> [TASK INSTRUCTIONS]
Please find every line in the records below that contains the word "roads", and copy it.

(Stored data entries)

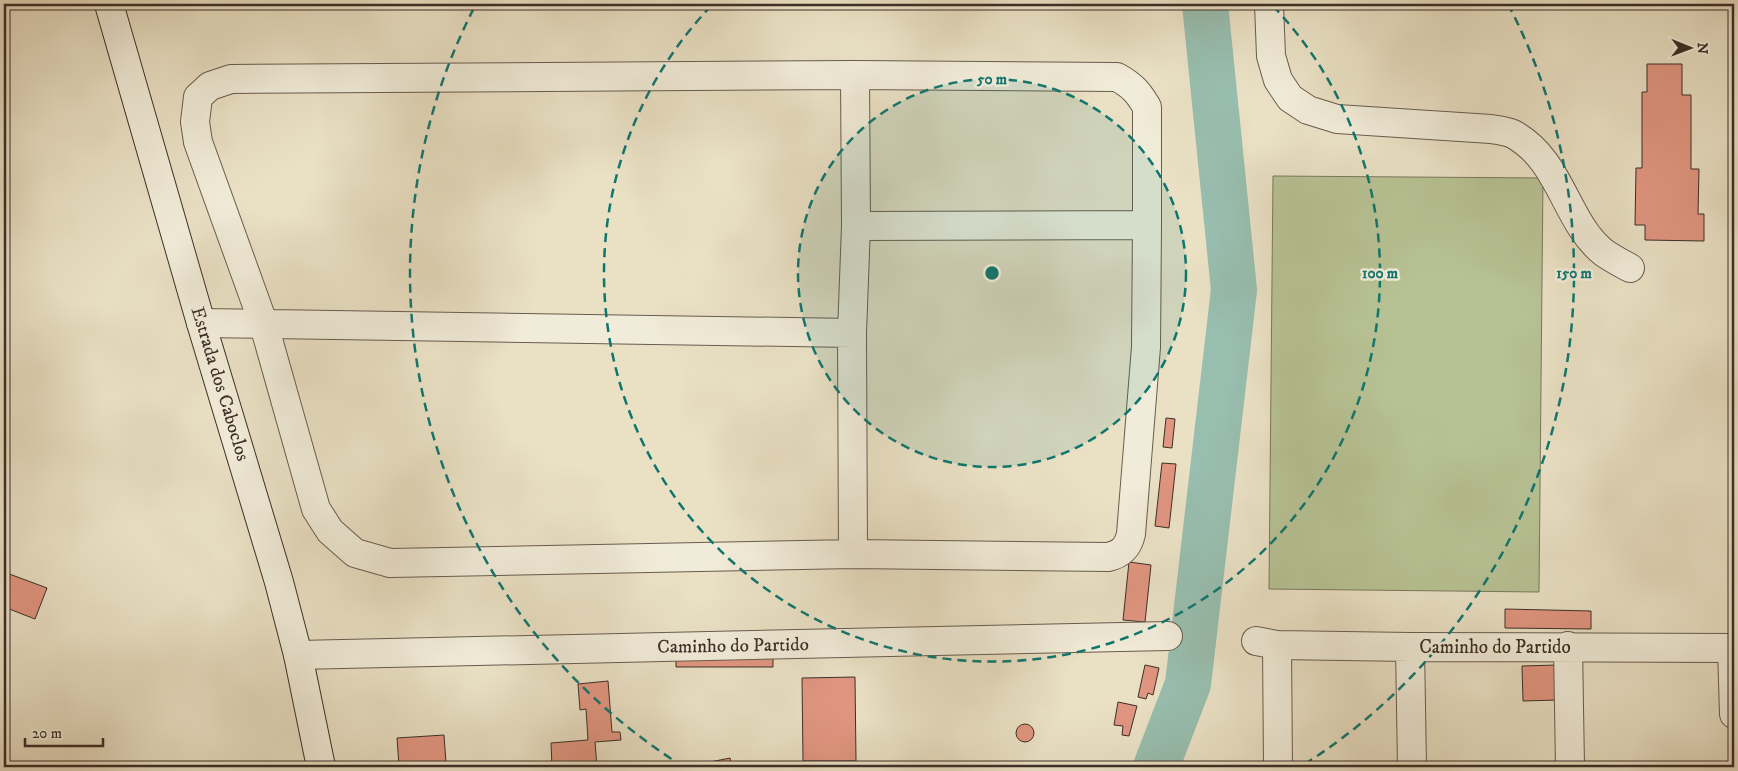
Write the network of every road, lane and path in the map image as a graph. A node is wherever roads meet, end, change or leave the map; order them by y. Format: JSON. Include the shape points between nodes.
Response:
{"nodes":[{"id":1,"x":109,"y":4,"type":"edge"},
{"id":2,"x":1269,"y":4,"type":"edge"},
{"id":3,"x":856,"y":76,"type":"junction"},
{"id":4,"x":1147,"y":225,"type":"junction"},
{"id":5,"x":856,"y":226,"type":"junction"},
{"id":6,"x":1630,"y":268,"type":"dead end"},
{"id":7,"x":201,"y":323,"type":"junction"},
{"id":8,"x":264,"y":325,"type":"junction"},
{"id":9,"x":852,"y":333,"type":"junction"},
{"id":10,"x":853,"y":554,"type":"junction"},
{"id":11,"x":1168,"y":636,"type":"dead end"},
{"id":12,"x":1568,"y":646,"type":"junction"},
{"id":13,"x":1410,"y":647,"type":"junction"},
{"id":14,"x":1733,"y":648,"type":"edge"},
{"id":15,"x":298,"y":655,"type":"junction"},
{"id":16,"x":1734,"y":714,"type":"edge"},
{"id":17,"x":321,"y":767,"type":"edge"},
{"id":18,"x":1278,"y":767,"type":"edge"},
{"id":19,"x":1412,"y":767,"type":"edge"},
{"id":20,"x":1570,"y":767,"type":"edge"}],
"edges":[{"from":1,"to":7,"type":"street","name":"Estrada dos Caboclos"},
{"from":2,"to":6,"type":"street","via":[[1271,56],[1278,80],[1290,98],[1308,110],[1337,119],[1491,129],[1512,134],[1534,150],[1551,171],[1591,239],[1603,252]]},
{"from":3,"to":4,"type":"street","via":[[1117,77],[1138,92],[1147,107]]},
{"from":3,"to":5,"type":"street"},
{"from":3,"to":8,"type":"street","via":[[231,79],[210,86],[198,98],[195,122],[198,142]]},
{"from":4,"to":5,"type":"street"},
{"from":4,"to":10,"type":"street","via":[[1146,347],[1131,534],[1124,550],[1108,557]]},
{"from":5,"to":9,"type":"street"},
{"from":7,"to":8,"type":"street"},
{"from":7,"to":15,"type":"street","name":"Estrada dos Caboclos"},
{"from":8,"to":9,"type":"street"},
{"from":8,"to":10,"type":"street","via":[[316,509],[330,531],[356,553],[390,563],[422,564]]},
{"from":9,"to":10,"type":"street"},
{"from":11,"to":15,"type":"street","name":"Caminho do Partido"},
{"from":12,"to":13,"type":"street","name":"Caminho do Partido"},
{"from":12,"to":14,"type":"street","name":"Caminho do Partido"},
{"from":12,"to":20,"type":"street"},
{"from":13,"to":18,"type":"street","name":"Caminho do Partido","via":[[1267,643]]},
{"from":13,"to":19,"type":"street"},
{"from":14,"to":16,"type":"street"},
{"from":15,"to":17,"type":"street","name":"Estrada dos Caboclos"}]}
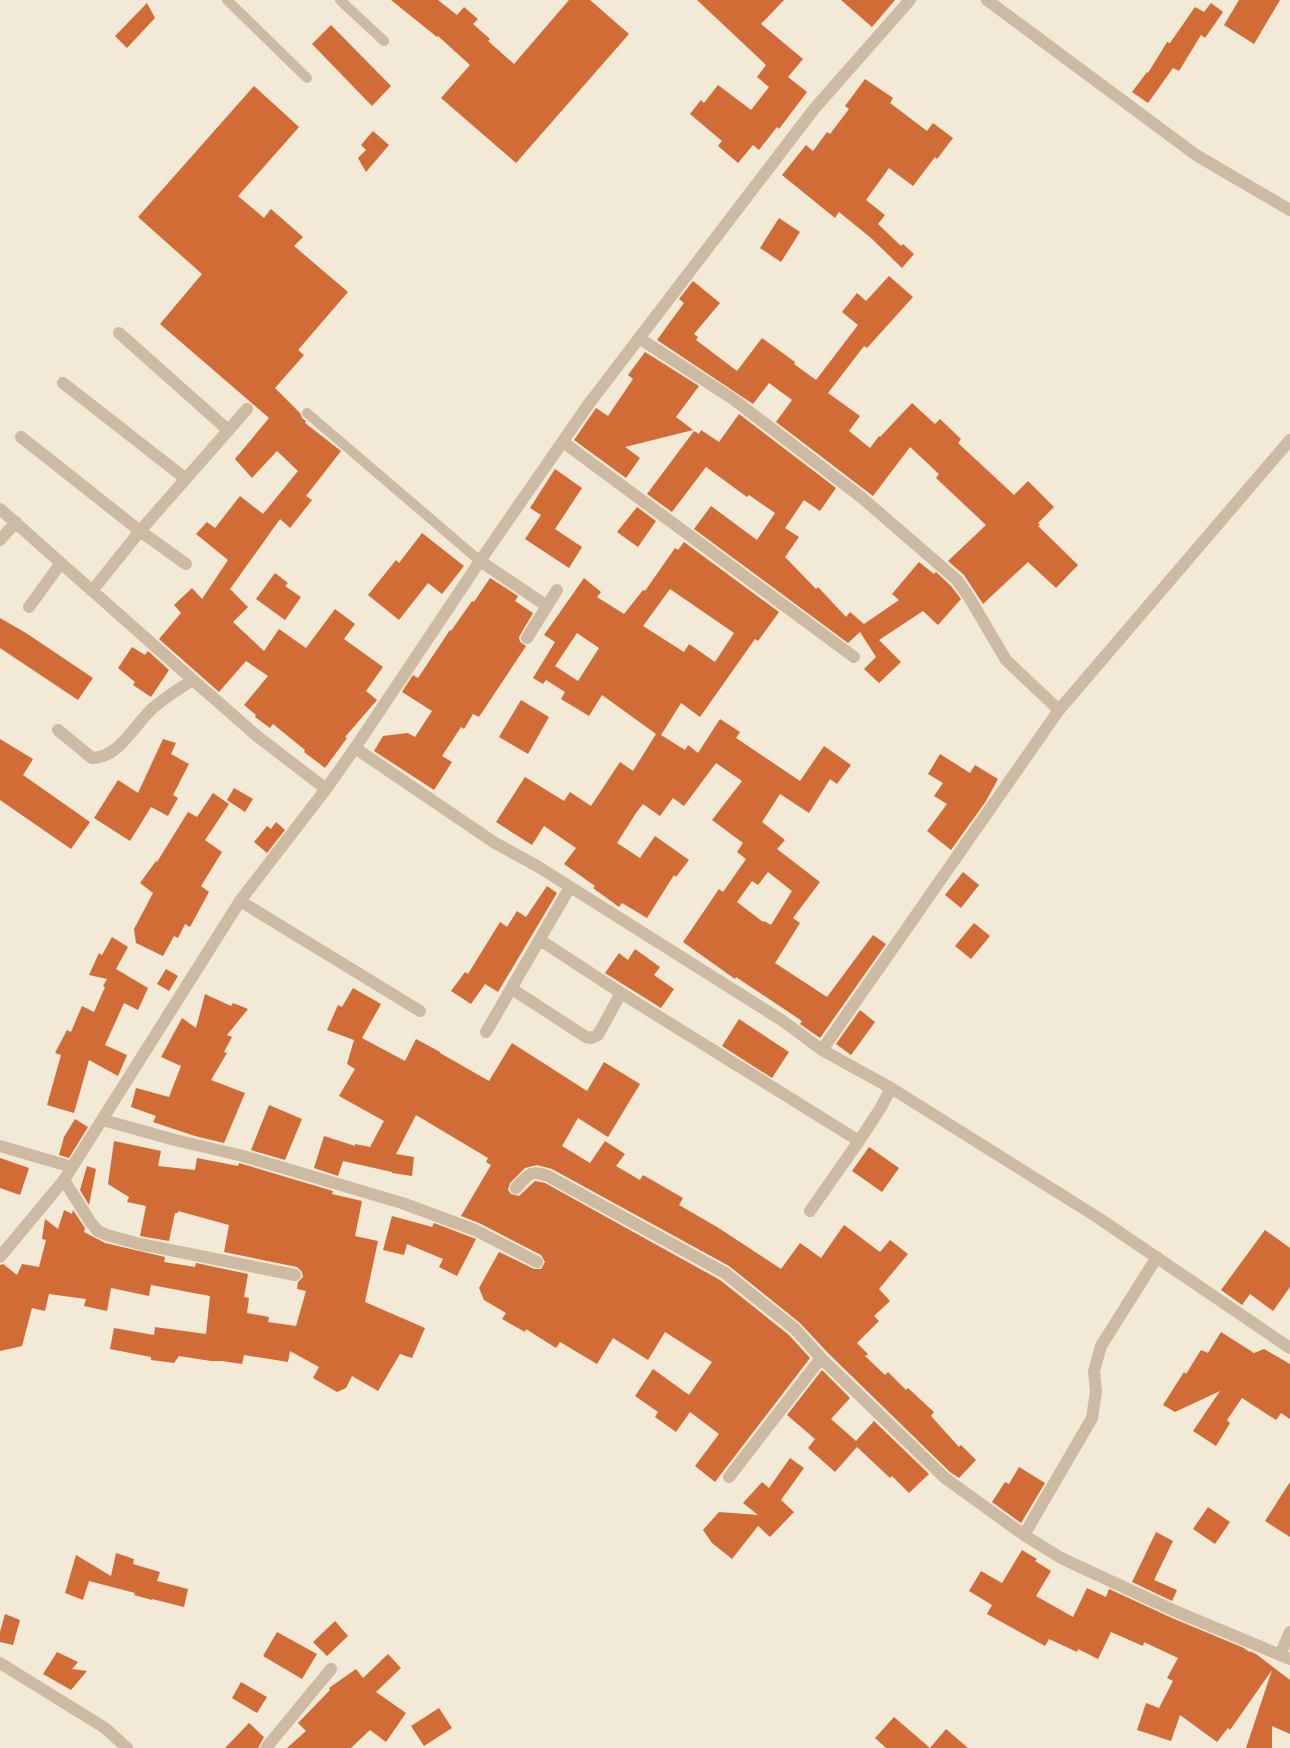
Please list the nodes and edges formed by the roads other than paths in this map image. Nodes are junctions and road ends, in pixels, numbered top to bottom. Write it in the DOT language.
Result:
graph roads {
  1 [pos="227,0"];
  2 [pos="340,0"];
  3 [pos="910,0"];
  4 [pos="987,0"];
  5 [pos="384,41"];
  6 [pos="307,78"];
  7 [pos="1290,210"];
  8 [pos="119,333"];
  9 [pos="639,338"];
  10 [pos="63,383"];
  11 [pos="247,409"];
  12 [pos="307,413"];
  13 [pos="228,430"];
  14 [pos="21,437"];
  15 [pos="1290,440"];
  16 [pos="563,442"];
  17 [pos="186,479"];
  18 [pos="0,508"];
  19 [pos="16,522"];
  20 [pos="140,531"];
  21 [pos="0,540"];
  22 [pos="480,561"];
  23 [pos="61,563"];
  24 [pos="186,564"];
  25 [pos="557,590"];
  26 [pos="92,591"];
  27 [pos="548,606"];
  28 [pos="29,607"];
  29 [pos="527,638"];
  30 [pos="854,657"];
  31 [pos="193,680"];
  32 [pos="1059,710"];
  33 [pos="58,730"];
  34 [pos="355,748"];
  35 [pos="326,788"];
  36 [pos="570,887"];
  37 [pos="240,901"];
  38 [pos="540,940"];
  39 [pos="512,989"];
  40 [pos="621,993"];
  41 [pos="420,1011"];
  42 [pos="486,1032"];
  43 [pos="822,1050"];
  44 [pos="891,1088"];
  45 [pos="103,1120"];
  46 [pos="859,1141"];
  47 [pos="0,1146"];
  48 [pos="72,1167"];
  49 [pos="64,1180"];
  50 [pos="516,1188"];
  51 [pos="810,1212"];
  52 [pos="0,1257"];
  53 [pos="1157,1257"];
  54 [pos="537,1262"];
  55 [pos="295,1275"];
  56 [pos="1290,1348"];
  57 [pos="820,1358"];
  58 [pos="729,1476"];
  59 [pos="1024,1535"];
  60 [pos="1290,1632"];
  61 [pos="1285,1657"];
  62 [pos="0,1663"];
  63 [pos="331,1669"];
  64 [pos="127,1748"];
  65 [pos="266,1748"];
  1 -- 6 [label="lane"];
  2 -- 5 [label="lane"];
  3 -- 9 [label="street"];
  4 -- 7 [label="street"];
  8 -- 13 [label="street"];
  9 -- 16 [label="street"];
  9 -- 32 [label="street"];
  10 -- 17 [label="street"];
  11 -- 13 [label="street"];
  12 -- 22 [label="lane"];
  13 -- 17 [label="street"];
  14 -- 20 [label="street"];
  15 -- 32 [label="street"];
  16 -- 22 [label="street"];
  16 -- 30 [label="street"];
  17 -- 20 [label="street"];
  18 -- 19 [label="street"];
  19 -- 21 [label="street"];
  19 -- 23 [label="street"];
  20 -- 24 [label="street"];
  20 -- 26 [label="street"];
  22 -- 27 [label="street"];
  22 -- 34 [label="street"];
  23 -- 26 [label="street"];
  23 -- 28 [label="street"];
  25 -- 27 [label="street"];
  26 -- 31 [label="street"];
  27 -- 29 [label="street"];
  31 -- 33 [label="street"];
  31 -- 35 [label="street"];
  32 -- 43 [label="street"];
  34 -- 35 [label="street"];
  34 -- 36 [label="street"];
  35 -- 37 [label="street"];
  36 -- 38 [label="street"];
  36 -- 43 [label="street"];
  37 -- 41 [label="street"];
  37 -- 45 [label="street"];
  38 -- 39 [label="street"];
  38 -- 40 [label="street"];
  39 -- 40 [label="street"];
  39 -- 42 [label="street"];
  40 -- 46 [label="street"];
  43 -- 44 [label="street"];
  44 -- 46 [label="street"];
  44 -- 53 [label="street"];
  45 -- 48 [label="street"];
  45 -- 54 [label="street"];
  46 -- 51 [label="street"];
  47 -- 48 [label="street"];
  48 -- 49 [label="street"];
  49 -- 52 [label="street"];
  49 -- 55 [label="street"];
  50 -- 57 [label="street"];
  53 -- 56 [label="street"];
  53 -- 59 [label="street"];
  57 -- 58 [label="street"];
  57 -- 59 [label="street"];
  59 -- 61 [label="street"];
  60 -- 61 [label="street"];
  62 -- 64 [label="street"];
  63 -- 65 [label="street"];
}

> [SOLUTION TO THIS PROBLEM]
Write the network of every road, lane and path in the map image as a graph. A node is wherever roads meet, end, change or leave the map; order them by y. Format: JSON. Include the shape points between nodes.
Please list the nodes and edges formed by the roads other than paths in this map image. Nodes are junctions and road ends, in pixels, numbered top to bottom. Write it in the DOT language.
graph roads {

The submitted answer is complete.